A review by e333mily
The Library of Babel by Jorge Luis Borges

5.0

I read this as part of my course on Aesthetics when we were exploring the relationship between literature and philosophy, and the capacity for fiction to convey philosophical concepts. The seven pages of this short story are about  "the Universe (which others call the Library)". The Library is a collection of galleries, infinite in size, which contains an indefinite but not quite infinite number of books whose contents are all derived from varying arrangements of the same 25 symbols. It's essentially a more poetic version of the theory that an infinite amount of monkeys with typewriters will eventually produce the complete works of William Shakespeare. "One book, which my father once saw in a hexagon in circuit 15-94, consisted of the letters M C V perversely repeated from the first line to the last. Another (much consulted in this zone) is a mere labyrinth of letters whose penultimate page contains the phrase 'O Time thy pyramids'."  All in all, a whimsically specific and metaphysically entertaining piece of philosophy.

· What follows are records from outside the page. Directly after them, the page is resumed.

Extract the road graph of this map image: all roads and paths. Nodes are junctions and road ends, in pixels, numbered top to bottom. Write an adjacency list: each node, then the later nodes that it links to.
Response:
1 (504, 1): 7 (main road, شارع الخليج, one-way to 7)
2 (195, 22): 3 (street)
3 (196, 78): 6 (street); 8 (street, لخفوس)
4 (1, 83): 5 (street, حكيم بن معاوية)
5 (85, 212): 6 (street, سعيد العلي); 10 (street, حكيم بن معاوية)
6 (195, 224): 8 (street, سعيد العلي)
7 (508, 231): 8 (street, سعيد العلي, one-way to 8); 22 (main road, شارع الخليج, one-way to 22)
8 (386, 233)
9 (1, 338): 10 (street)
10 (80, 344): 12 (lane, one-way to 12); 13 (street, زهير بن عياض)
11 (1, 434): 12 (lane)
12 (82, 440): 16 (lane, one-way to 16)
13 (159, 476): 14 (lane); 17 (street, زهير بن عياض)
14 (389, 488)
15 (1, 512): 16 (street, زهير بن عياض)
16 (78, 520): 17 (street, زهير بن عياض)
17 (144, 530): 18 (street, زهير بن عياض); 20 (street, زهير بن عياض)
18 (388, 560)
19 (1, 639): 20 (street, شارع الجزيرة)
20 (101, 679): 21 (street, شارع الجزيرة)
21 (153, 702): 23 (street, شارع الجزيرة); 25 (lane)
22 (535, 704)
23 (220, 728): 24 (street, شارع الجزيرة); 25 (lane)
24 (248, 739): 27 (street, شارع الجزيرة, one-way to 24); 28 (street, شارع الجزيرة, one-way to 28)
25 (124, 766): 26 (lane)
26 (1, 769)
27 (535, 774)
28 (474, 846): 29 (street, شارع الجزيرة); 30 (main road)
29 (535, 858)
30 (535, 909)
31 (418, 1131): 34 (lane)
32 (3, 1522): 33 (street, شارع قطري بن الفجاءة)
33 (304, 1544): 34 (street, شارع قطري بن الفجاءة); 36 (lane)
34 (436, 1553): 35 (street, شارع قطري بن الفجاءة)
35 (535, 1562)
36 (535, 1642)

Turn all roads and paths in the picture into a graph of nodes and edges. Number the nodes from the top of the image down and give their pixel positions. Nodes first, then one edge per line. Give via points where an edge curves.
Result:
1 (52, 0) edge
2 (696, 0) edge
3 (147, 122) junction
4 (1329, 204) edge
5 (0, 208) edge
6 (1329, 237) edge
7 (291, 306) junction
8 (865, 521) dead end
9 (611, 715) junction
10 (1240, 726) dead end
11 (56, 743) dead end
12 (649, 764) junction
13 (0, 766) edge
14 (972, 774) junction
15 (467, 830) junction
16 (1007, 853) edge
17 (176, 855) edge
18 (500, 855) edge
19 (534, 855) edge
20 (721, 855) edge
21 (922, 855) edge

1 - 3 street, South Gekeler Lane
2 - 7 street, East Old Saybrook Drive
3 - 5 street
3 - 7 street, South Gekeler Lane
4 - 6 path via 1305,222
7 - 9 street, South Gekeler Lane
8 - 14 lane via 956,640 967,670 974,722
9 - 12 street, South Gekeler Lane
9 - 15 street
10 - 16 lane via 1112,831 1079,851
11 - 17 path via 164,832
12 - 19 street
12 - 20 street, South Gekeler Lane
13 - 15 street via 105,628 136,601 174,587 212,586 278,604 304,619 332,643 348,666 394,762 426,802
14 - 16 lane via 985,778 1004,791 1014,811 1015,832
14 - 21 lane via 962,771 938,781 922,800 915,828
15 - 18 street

"In the vast Library there are no two identical books...its shelves register all the possible combinations of the twenty-odd orthographical symbols (a number which, though extremely vast, is not infinite): Everything: the minutely detailed history of the future, the archangels' autobiographies, the faithful catalogues of the Library, thousands and thousands of false catalogues, the demonstration of the fallacy of those catalogues, the demonstration of the fallacy of the true catalogue, the Gnostic gospel of Basilides, the commentary on that gospel, the commentary on the commentary on that gospel, the true story of your death, the translation of every book in all languages, the interpolations of every book in all books."